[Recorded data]
______________________________
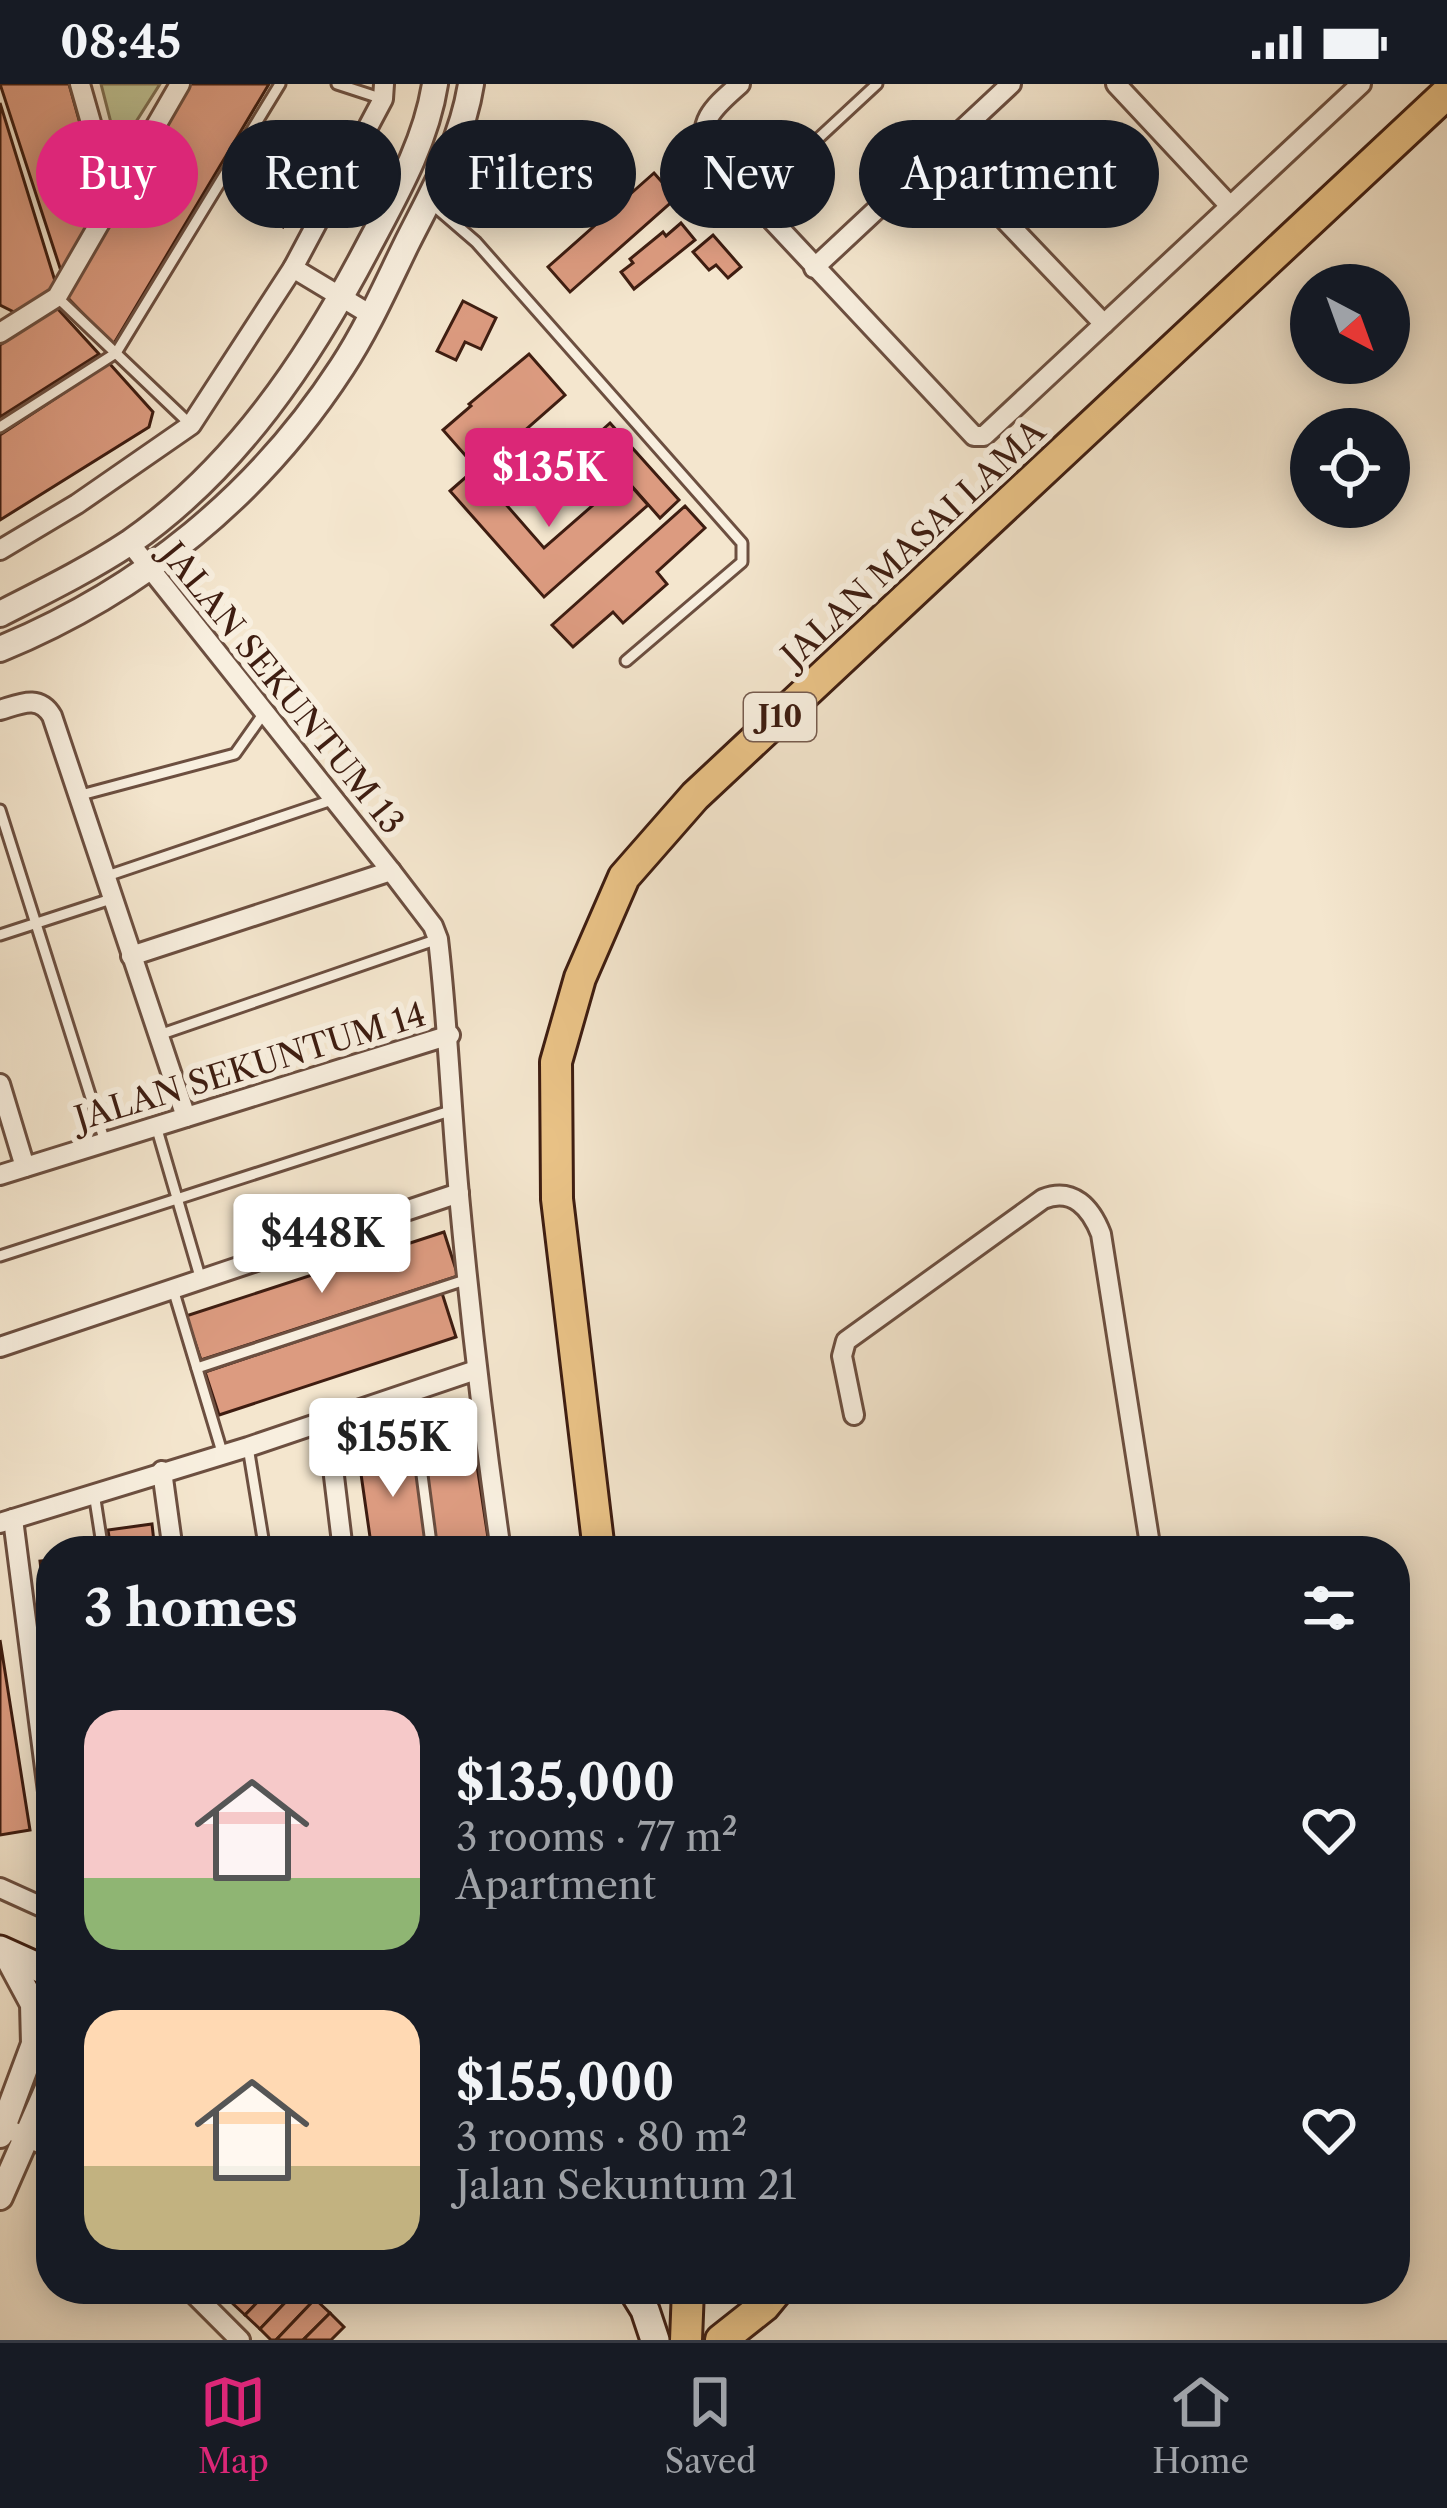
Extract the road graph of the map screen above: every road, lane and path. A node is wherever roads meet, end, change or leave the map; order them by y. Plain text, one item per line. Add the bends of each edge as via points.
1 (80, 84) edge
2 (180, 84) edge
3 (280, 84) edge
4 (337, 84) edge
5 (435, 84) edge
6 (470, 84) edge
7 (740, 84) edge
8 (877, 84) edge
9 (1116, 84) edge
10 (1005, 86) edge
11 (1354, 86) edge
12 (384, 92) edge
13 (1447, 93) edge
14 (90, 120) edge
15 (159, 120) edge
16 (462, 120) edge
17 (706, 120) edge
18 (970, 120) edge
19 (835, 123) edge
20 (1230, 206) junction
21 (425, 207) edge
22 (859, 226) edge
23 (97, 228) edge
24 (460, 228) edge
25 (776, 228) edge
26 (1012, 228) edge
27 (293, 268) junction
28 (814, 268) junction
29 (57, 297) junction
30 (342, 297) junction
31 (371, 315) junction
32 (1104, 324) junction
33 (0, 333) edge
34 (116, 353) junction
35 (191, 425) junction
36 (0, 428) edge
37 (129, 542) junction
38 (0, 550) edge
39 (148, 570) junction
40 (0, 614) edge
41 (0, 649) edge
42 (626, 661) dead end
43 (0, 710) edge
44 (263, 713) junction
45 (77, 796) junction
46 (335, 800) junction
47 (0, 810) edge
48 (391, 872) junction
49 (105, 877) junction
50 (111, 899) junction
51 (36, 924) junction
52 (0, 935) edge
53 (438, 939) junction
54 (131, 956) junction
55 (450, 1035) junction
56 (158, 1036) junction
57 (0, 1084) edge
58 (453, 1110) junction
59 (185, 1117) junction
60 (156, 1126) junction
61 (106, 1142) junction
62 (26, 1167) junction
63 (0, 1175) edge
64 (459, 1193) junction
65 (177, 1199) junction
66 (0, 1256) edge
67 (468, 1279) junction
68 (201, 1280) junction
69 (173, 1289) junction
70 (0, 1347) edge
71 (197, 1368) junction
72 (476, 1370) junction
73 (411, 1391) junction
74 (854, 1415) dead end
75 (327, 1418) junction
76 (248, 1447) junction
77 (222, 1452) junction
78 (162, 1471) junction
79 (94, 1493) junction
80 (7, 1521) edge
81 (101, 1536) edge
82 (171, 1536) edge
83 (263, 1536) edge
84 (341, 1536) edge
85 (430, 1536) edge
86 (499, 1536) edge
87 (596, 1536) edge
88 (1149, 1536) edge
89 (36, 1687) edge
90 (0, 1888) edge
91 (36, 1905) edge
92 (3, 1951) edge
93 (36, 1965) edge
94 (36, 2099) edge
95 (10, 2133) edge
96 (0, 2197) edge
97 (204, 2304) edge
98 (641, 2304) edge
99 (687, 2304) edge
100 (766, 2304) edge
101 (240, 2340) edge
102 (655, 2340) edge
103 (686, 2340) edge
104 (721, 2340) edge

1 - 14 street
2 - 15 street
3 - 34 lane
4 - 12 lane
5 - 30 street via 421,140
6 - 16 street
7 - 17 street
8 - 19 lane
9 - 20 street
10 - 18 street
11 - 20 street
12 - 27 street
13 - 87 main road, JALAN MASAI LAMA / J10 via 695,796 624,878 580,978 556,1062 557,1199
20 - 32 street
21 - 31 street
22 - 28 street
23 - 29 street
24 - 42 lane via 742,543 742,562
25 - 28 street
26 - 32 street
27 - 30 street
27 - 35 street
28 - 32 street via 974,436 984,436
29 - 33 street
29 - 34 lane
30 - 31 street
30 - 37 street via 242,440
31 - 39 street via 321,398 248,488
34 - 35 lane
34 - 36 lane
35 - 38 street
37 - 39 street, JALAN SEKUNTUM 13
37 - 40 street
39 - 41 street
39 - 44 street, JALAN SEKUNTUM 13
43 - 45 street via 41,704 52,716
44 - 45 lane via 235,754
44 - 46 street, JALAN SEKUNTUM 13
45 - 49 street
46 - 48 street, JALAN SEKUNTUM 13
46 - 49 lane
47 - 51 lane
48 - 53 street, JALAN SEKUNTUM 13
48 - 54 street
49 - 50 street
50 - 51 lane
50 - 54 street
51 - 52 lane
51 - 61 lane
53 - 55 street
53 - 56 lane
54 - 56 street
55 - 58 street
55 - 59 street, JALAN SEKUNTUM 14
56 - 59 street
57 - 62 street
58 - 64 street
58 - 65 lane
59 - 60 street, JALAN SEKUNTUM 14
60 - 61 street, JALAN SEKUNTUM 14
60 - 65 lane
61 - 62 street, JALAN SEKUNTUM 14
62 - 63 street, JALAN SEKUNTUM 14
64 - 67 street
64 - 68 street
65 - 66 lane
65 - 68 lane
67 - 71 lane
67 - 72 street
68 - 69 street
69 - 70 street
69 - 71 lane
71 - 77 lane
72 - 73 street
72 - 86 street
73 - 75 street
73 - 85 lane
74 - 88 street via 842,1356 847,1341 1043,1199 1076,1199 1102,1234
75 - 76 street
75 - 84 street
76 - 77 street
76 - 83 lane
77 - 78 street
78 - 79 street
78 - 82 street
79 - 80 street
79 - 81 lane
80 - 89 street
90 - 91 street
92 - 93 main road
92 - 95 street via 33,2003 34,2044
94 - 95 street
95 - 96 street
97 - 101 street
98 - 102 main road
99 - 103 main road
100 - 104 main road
______________________________
■ EXERCISE OBJECTIVE: Line tally for "JALAN": say how many lines of the records above contain it, and give nothing but the number.

■ TASK RESULT: 11